2

Let's say I would like to have "password-derived-bytes" as AES key. For example, I have a password "topsecret", I do calculate SHA-1 hash for it (160bit) and I want to feed those bytes as key for AES-128.

Should I just truncate after 128 bits or do some kind of folding? What about AES-256? Should I repeat bytes, pad with 0's or do some "unfolding" operation?

I know that in the later case security remains at 160-bit because the pool of 256-bit passwords is reduced to 2^160 possible combinations, but I'm just trying to overcome technical limitation (no AES-160).

What theory says? (No, using MD5 for 128-bit and SHA-256 for 256-bit long hashes is not an option)

Milosz Krajewski
  • 1,160
  • 1
  • 12
  • 19
  • just to be clear here (echoing ntoskml) your security is NEVER 160 bits. taking the hash of a poor password does not give you more security - an attacker can also take the hash of each word in the dictionary. – andrew cooke Nov 08 '13 at 17:00
  • @andrewcooke: You are right and I was aware of this. I could have been more precise. What I meant is SHA-1 is limiting security to 160 bit. Regardless how strong password I do using SHA-1 will limit it's security to *maximum* 160 bit. – Milosz Krajewski Nov 08 '13 at 20:35
  • pbkdf wil give you as many bytes as you need. for purely "educational purposes", if you have a password of more than 160 bits entropy you can generate a key preserving that by doing `sha1(password) + sha1(byte(0)+password)` and taking 256 bits from that. you can add anything to the password in the second case. although i must admit i have no reference for that, but you can see the idea from the fact that changing any bit in the password has a 50% chance of changing any of the bits in the 256 bits, independently. – andrew cooke Nov 08 '13 at 20:52
  • (assuming the hash is sound, of course) – andrew cooke Nov 08 '13 at 21:02
  • Note that you need *a lot* of entropy for secret keys. As an example, 56-bit DES keys are pretty much worthless because they can be brute forced in 20 hours with current hardware. With passwords, the situation is pathological – running a 10 million word dictionary through SHA-1 and trying each key takes only seconds on a home computer. This is why password-based encryption takes the different approach of making the key derivation process expensive. – ntoskrnl Nov 08 '13 at 22:41

2 Answers2

5

A typical password only has a few dozen bits of entropy, and running a password through a hash function does not add any entropy to it. Therefore, such keys are easily attacked using a dictionary or brute force.
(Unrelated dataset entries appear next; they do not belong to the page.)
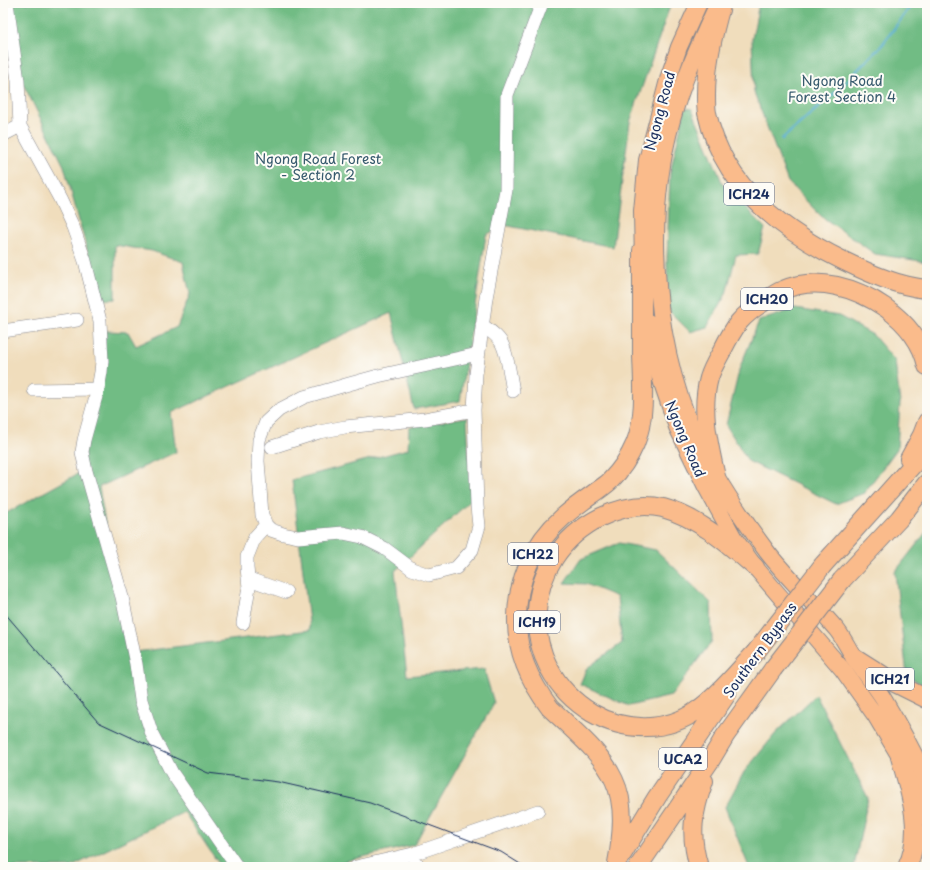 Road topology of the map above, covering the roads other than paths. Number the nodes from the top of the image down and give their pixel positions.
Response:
1 (7, 3) edge
2 (542, 3) edge
3 (692, 3) edge
4 (699, 3) edge
5 (717, 3) edge
6 (722, 3) edge
7 (686, 31) junction
8 (20, 126) junction
9 (3, 135) edge
10 (642, 250) junction
11 (927, 289) edge
12 (77, 320) dead end
13 (482, 326) junction
14 (3, 331) edge
15 (478, 354) junction
16 (927, 366) edge
17 (98, 389) junction
18 (34, 390) dead end
19 (513, 391) dead end
20 (474, 410) junction
21 (927, 422) edge
22 (272, 447) dead end
23 (927, 449) edge
24 (716, 477) junction
25 (927, 483) edge
26 (894, 484) junction
27 (927, 504) edge
28 (899, 519) junction
29 (266, 525) junction
30 (755, 568) junction
31 (249, 579) junction
32 (286, 592) dead end
33 (243, 623) dead end
34 (755, 653) junction
35 (854, 657) junction
36 (927, 699) edge
37 (900, 757) junction
38 (710, 761) junction
39 (927, 781) edge
40 (538, 811) dead end
41 (927, 816) edge
42 (413, 854) junction
43 (616, 865) edge
44 (237, 867) edge
45 (356, 867) edge
46 (418, 867) edge
47 (638, 867) edge
48 (699, 867) edge
49 (907, 867) edge

1 - 8 street
2 - 13 street
3 - 7 street
4 - 7 main road, Ngong Road
5 - 24 main road, Ngong Road
6 - 11 highway, ICH24
7 - 10 main road, Ngong Road
8 - 9 street
8 - 17 street
10 - 30 main road, Ngong Road
10 - 43 highway, ICH22
12 - 14 street
13 - 15 street
13 - 19 street
15 - 20 street
15 - 29 street
16 - 24 highway, ICH20
17 - 18 street
17 - 44 street
20 - 22 street
20 - 29 street
21 - 26 highway
23 - 26 highway, Southern Bypass / UCA2
24 - 35 main road, Ngong Road
25 - 28 highway, Southern Bypass / UCA2
26 - 34 highway, Southern Bypass / UCA2, bridge
27 - 28 highway
28 - 38 highway, Southern Bypass / UCA2, bridge
29 - 31 street
30 - 34 highway, ICH19
30 - 37 main road, Ngong Road
31 - 32 street
31 - 33 street
34 - 43 highway, Southern Bypass / UCA2
35 - 36 highway, ICH21
35 - 39 main road, Ngong Road
37 - 41 main road, Ngong Road
37 - 49 highway
38 - 47 highway, Southern Bypass / UCA2
38 - 48 highway
40 - 42 street
42 - 45 street
42 - 46 street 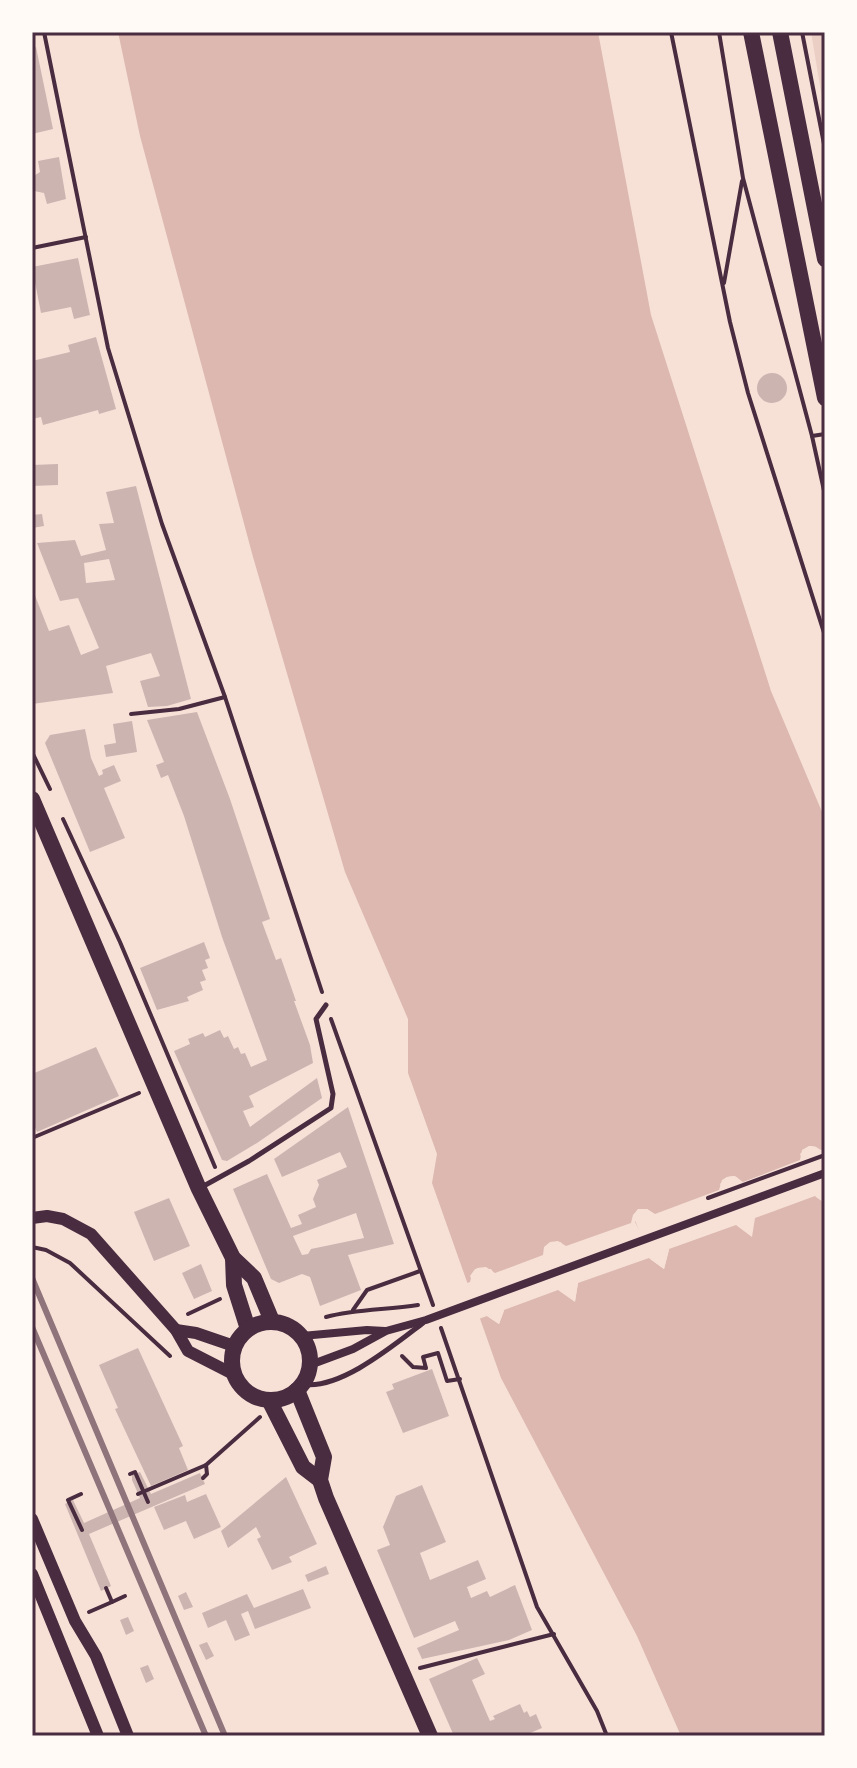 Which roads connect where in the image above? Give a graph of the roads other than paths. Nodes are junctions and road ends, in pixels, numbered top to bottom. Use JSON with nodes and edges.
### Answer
{"nodes":[{"id":1,"x":751,"y":32,"type":"edge"},
{"id":2,"x":780,"y":32,"type":"edge"},
{"id":3,"x":825,"y":259,"type":"edge"},
{"id":4,"x":814,"y":348,"type":"junction"},
{"id":5,"x":825,"y":371,"type":"edge"},
{"id":6,"x":825,"y":398,"type":"edge"},
{"id":7,"x":32,"y":799,"type":"edge"},
{"id":8,"x":326,"y":1005,"type":"road end"},
{"id":9,"x":825,"y":1173,"type":"edge"},
{"id":10,"x":199,"y":1189,"type":"junction"},
{"id":11,"x":32,"y":1218,"type":"edge"},
{"id":12,"x":233,"y":1258,"type":"junction"},
{"id":13,"x":426,"y":1320,"type":"junction"},
{"id":14,"x":272,"y":1321,"type":"junction"},
{"id":15,"x":248,"y":1329,"type":"junction"},
{"id":16,"x":176,"y":1330,"type":"junction"},
{"id":17,"x":386,"y":1331,"type":"junction"},
{"id":18,"x":302,"y":1336,"type":"junction"},
{"id":19,"x":234,"y":1346,"type":"junction"},
{"id":20,"x":310,"y":1365,"type":"junction"},
{"id":21,"x":233,"y":1374,"type":"junction"},
{"id":22,"x":300,"y":1387,"type":"junction"},
{"id":23,"x":269,"y":1400,"type":"junction"},
{"id":24,"x":320,"y":1480,"type":"junction"},
{"id":25,"x":32,"y":1519,"type":"edge"},
{"id":26,"x":32,"y":1574,"type":"edge"},
{"id":27,"x":98,"y":1736,"type":"edge"},
{"id":28,"x":128,"y":1736,"type":"edge"},
{"id":29,"x":430,"y":1736,"type":"edge"}],
"edges":[{"from":1,"to":4,"type":"main road"},
{"from":2,"to":3,"type":"main road"},
{"from":4,"to":5,"type":"main road"},
{"from":4,"to":6,"type":"main road"},
{"from":7,"to":10,"type":"main road"},
{"from":8,"to":10,"type":"lane"},
{"from":9,"to":13,"type":"street"},
{"from":10,"to":12,"type":"main road"},
{"from":11,"to":16,"type":"street"},
{"from":12,"to":14,"type":"main road"},
{"from":12,"to":15,"type":"main road"},
{"from":13,"to":17,"type":"street"},
{"from":13,"to":22,"type":"lane"},
{"from":14,"to":15,"type":"main road"},
{"from":14,"to":18,"type":"main road"},
{"from":15,"to":19,"type":"main road"},
{"from":16,"to":19,"type":"street"},
{"from":16,"to":21,"type":"street"},
{"from":17,"to":18,"type":"street"},
{"from":17,"to":20,"type":"street"},
{"from":18,"to":20,"type":"main road"},
{"from":19,"to":21,"type":"main road"},
{"from":20,"to":22,"type":"main road"},
{"from":21,"to":23,"type":"main road"},
{"from":22,"to":23,"type":"main road"},
{"from":22,"to":24,"type":"main road"},
{"from":23,"to":24,"type":"main road"},
{"from":24,"to":29,"type":"main road"},
{"from":25,"to":28,"type":"street"},
{"from":26,"to":27,"type":"street"}]} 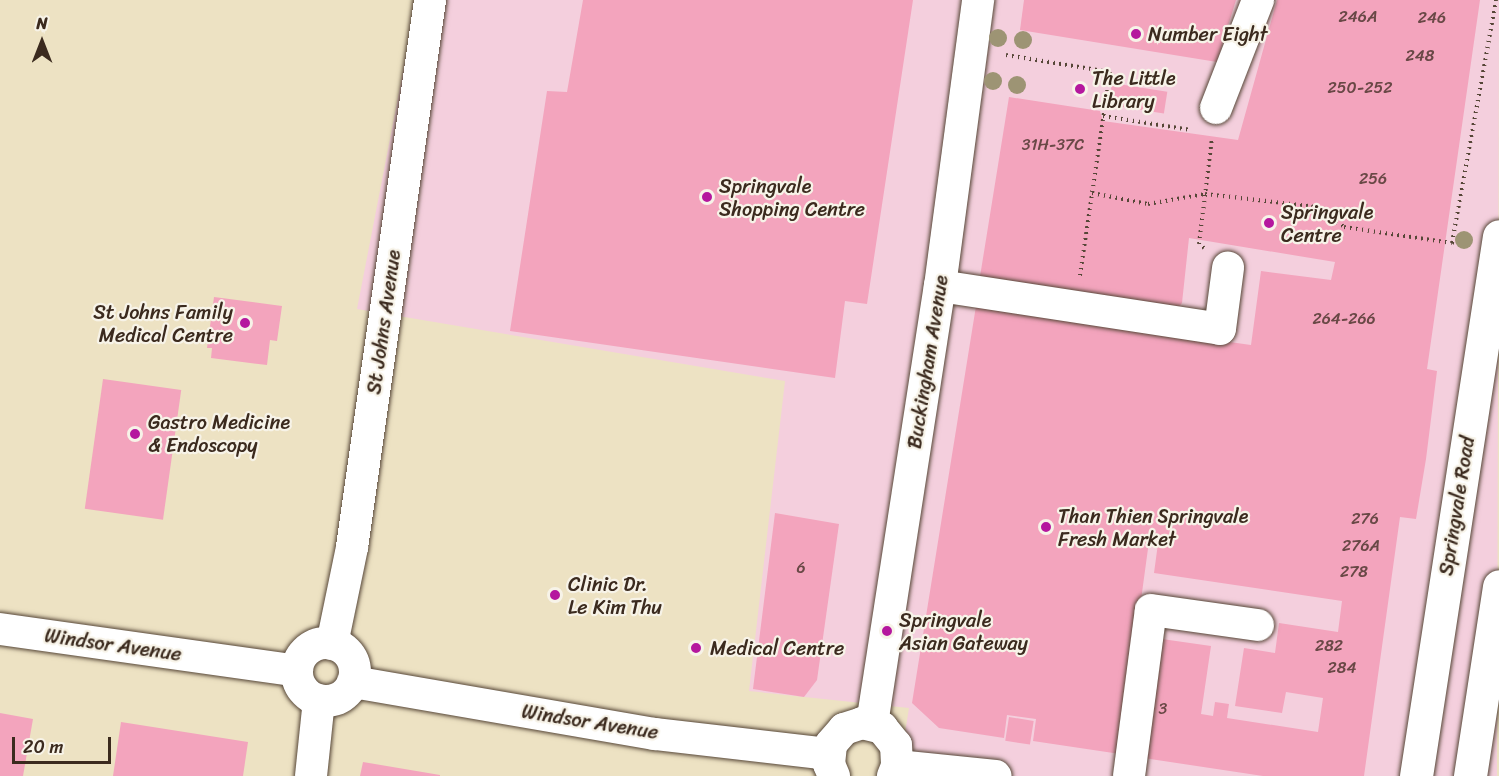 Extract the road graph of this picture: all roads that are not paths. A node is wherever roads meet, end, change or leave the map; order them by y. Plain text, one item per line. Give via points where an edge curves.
1 (430, 0) edge
2 (978, 0) edge
3 (1258, 0) edge
4 (1212, 128) road end
5 (1499, 236) edge
6 (1228, 268) road end
7 (940, 286) junction
8 (1499, 586) edge
9 (1258, 625) dead end
10 (0, 629) edge
11 (333, 644) junction
12 (297, 671) junction
13 (353, 682) junction
14 (319, 700) junction
15 (872, 724) junction
16 (831, 765) edge
17 (895, 771) edge
18 (311, 776) edge
19 (995, 776) edge
20 (1128, 776) edge
21 (1416, 776) edge
22 (1470, 776) edge

1 - 11 street, St Johns Avenue via 352,547
2 - 7 street, Buckingham Avenue
3 - 4 street
5 - 21 highway, Springvale Road
6 - 7 street via 1220,329
7 - 15 street, Buckingham Avenue
8 - 22 highway
9 - 20 street via 1151,610
10 - 12 street, Windsor Avenue
11 - 12 street via 308,649
11 - 13 street via 349,654 354,663
12 - 14 street via 303,690
13 - 14 street via 339,698
13 - 16 street, Windsor Avenue
14 - 18 street
15 - 16 street via 844,729
15 - 17 street via 882,728 896,745
17 - 19 street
The most commonly accepted solution is to make the hash function very slow. Algorithms designed for this are called "password-based key derivation functions". PBKDF2 and bcrypt are among the most popular ones.

ntoskrnl
  • 5,714
  • 2
  • 27
  • 31
3

Theory says that it does not matter. You can pad with 0's, you can pad by repeating, etc. The amount of entropy in your result is the same - it's equally hard to brute force.

As for truncating it to 128 bits, it doesn't matter how you truncate it - all the bytes of the hash output are generally considered equally random and uncorrelated. There is no "more entropic" side or something.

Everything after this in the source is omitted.